Re: RAID5/6 permanent corruption of metadata and data extents

[Date Prev][Date Next][Thread Prev][Thread Next][Date Index][Thread Index]

 



On Thu, Apr 02, 2020 at 09:56:58PM +0200, Goffredo Baroncelli wrote:
> On 4/2/20 1:08 PM, Filipe Manana wrote:
> > Hi,
> > 
> > Recently I was looking at why the test case btrfs/125 from fstests often fails.
> > Typically when it fails we have something like the following in dmesg/syslog:
> [...]
> > 
> > So I finally looked into it to figure out why that happens.
> > 
> > Consider the following scenario and steps that explain how we end up
> > with a metadata extent
> > permanently corrupt and unrecoverable (when it shouldn't be possible).
> > 
> > * We have a RAID5 filesystem consisting of three devices, with device
> > IDs of 1, 2 and 3;
> > 
> > * The filesystem's nodesize is 16Kb (the default of mkfs.btrfs);
> > 
> > * We have a single metadata block group that starts at logical offset
> > 38797312 and has a
> >    length of 715784192 bytes.
> > 
> > The following steps lead to a permanent corruption of a metadata extent:
> > 
> > 1) We make device 3 unavailable and mount the filesystem in degraded
> > mode, so only
> >     devices 1 and 2 are online;
> > 
> > 2) We allocate a new extent buffer with logical address of 39043072, this falls
> >     within the full stripe that starts at logical address 38928384, which is
> >     composed of 3 stripes, each with a size of 64Kb:
> > 
> >     [ stripe 1, offset 38928384 ] [ stripe 2, offset 38993920 ] [
> > stripe 3, offset 39059456 ]
> >     (the offsets are logical addresses)
> > 
> >     stripe 1 is in device 2
> >     stripe 2 is in device 3
> >     stripe 3 is in device 1  (this is the parity stripe)
> > 
> >     Our extent buffer 39043072 falls into stripe 2, starting at page
> > with index 12
> >     of that stripe and ending at page with index 15;
> > 
> > 3) When writing the new extent buffer at address 39043072 we obviously
> > don't write
> >     the second stripe since device 3 is missing and we are in degraded
> > mode. We write
> >     only the stripes for devices 1 and 2, which are enough to recover
> > stripe 2 content
> >     when it's needed to read it (by XORing stripes 1 and 3, we produce
> > the correct
> >     content of stripe 2);
> > 
> > 4) We unmount the filesystem;
> > 
> > 5) We make device 3 available and then mount the filesystem in
> > non-degraded mode;
> 
> Why it is possible to do that ? The generation numbers should be different and
> this should highlight the problem so btrfs should not allow that.
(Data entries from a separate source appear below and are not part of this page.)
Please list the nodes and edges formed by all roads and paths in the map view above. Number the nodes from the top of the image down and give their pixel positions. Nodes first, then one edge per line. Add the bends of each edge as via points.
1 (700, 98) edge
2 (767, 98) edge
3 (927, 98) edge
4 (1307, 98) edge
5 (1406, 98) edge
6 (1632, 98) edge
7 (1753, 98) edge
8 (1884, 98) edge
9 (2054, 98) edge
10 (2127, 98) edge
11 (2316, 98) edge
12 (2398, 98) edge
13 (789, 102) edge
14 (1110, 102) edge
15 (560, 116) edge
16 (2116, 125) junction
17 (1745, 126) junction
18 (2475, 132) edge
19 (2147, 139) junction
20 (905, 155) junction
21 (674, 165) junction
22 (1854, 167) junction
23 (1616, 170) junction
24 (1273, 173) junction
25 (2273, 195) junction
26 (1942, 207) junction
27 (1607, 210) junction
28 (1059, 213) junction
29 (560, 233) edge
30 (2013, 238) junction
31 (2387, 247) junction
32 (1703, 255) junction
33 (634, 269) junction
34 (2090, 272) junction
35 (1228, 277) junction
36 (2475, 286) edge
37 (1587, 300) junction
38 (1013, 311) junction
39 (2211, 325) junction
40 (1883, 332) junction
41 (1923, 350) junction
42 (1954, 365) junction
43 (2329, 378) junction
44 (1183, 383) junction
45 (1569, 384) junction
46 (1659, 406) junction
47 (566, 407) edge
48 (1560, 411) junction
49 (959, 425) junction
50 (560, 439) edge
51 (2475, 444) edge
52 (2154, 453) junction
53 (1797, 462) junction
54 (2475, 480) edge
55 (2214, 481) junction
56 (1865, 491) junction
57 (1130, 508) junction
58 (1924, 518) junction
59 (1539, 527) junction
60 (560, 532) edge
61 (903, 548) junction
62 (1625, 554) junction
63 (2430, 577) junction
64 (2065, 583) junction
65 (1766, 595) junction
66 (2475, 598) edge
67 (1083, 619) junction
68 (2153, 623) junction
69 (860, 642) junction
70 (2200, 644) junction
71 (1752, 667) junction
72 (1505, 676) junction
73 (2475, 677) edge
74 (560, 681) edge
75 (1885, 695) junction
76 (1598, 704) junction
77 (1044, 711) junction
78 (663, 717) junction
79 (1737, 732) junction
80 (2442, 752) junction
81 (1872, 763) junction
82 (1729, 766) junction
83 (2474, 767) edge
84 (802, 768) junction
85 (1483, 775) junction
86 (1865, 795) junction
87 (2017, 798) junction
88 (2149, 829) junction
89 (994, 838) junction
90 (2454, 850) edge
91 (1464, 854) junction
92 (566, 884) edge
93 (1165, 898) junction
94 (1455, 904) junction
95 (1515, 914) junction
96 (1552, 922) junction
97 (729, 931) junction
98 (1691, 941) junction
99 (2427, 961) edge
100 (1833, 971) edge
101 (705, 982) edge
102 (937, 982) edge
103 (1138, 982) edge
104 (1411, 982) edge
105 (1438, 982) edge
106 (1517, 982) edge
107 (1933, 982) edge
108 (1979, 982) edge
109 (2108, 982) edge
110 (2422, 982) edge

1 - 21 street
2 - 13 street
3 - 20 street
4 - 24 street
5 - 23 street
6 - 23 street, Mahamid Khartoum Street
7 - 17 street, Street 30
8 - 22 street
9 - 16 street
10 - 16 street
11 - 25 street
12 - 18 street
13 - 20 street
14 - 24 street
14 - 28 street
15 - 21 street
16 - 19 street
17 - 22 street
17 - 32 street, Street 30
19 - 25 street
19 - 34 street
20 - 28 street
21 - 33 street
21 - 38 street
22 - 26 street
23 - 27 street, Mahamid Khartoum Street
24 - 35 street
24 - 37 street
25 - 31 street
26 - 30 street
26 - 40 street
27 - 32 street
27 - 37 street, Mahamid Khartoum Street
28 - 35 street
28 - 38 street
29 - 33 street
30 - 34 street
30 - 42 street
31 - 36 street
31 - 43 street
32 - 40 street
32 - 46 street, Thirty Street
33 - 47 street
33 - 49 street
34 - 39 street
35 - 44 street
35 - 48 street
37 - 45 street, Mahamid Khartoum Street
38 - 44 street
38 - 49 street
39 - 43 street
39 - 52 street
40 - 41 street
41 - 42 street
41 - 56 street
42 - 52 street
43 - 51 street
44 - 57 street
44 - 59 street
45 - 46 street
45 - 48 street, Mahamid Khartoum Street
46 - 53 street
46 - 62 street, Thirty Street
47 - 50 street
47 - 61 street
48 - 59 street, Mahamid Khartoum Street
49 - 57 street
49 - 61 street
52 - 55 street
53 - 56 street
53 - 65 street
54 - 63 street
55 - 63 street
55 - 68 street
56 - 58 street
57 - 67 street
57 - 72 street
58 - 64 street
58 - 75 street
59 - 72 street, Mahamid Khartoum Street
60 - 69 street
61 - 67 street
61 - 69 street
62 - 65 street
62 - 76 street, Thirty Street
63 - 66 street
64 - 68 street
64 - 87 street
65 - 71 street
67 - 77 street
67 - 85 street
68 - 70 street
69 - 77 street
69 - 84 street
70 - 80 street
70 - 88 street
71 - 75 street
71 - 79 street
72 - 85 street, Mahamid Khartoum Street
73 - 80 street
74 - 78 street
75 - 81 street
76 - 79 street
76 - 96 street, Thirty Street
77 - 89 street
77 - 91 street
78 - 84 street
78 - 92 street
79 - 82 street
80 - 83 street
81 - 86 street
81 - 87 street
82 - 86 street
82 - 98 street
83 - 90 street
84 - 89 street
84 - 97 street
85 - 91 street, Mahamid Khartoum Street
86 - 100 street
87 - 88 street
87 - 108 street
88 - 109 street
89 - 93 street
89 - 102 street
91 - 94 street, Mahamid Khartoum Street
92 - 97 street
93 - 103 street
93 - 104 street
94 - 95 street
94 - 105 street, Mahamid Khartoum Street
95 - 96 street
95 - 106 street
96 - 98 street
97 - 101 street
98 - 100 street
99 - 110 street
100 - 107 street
A silent data corruption (as is typical on low-end SSDs) won't be detected
by anything less than btrfs csum validation.  In my raid5 test I don't
take the disk offline.  I just overwrite it with garbage while mounted,
because that's what disks do in real life.

Tangent #1:  'btrfs replace' should become able to use an existing disk in
the array as the replace target drive.  This implements 'resilvering',
which is like replace, except it skips over blocks that have unrecoverable
read errors (either the data on the resilvered disk is OK, so it doesn't
need to be written and can be read later on to reconstruct the data,
or the data on the resilvered disk is bad too, and is lost forever).

The difference is most important for nodatacow files.  Resilvering will
reconstruct their contents correctly if a drive is offline for a while.
Scrub will not work for this purpose, because scrub will only fix readable
blocks that have bad csums, and nodatacow files don't have those.

Once you have resilvering, it's trivial to kick it off when a drive
is out of contact and returns to the array later, as mdadm does.

An additional enhancement would be to keep track of which block groups
are modified while a disk is offline so that only those block groups
are resilvered later.

Whether this work is worth doing depends on how much you like nodatasum
files.  datasum files and metadata are protected by CRC and stronger
hashes, a scrub or just ordinary reads should repair them just fine
(assuming they don't get mangled in the raid5 RMW machinery).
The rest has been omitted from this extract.